Tenaga Ahli pertanian LPEM BAZNAS, Erik Mulyana menjelaskan total produktivitas hasil panen rata-rata pada lahan petani Sari Alama sebesar 7,2 ton GKP/ha. Berdasarkan data pencatatan, total panen ini meningkat 30% dari musin tanam pertama.

"Peningkatan ini tentunya dibantu dengan aplikasi pupuk organik padat maupun cair dan Mol yang dibuat sendiri oleh petani menggunakan bahan-bahan alami yang didapatkan dari lingkungan sekitar," ujarnya.

Erik menambahkan hasil tersebut juga dapat diraih karena kerja keras petani yang gigih dalam menekuni sistem pertanian organik.

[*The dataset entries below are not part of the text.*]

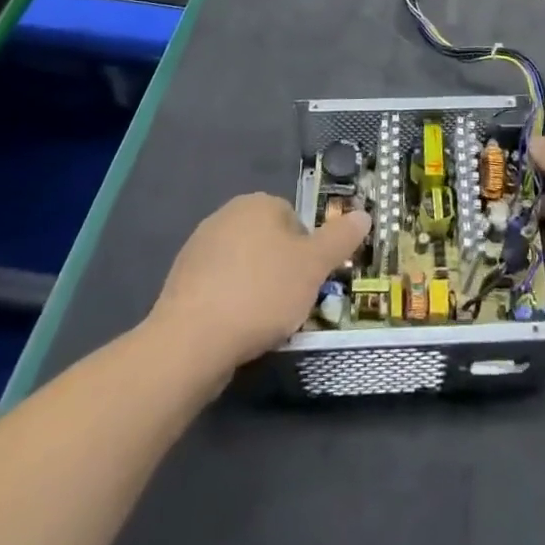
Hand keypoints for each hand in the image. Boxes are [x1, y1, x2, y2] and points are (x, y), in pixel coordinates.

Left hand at [151, 193, 370, 372]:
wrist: (191, 341)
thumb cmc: (261, 293)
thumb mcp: (314, 266)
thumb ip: (340, 238)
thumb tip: (364, 214)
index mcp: (257, 203)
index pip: (295, 220)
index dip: (307, 253)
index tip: (308, 283)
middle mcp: (225, 216)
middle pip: (269, 242)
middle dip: (282, 271)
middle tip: (290, 304)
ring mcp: (198, 249)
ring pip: (244, 267)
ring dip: (256, 289)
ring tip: (262, 324)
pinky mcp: (180, 283)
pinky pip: (219, 289)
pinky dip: (231, 305)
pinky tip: (235, 331)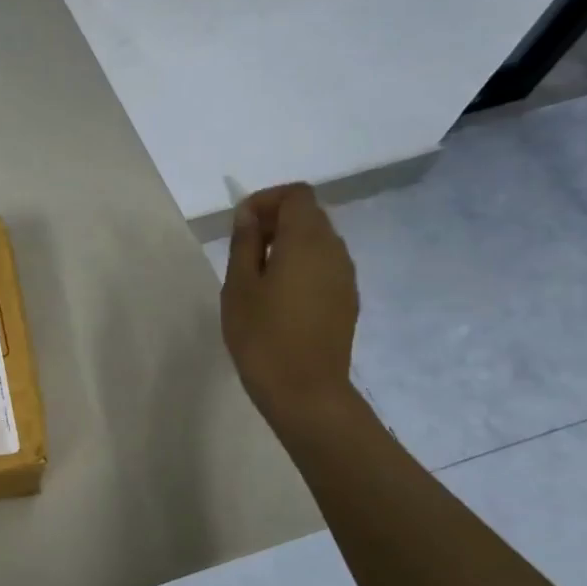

"Ini terjadi karena para petani Sari Alam telah menyadari akan pentingnya kesehatan tanah lahan dan lingkungan mereka, sehingga dengan adanya program pertanian organik yang mereka terapkan ini dapat memberikan dampak positif baik kepada lahan mereka, lingkungan dan kesehatan beras mereka itu sendiri," katanya.

Dengan terus meningkatnya hasil panen ini, diharapkan juga dapat meningkatkan pendapatan petani hingga tercapainya kesejahteraan petani dan petani terus semangat dalam menjaga alam melalui pertanian organik.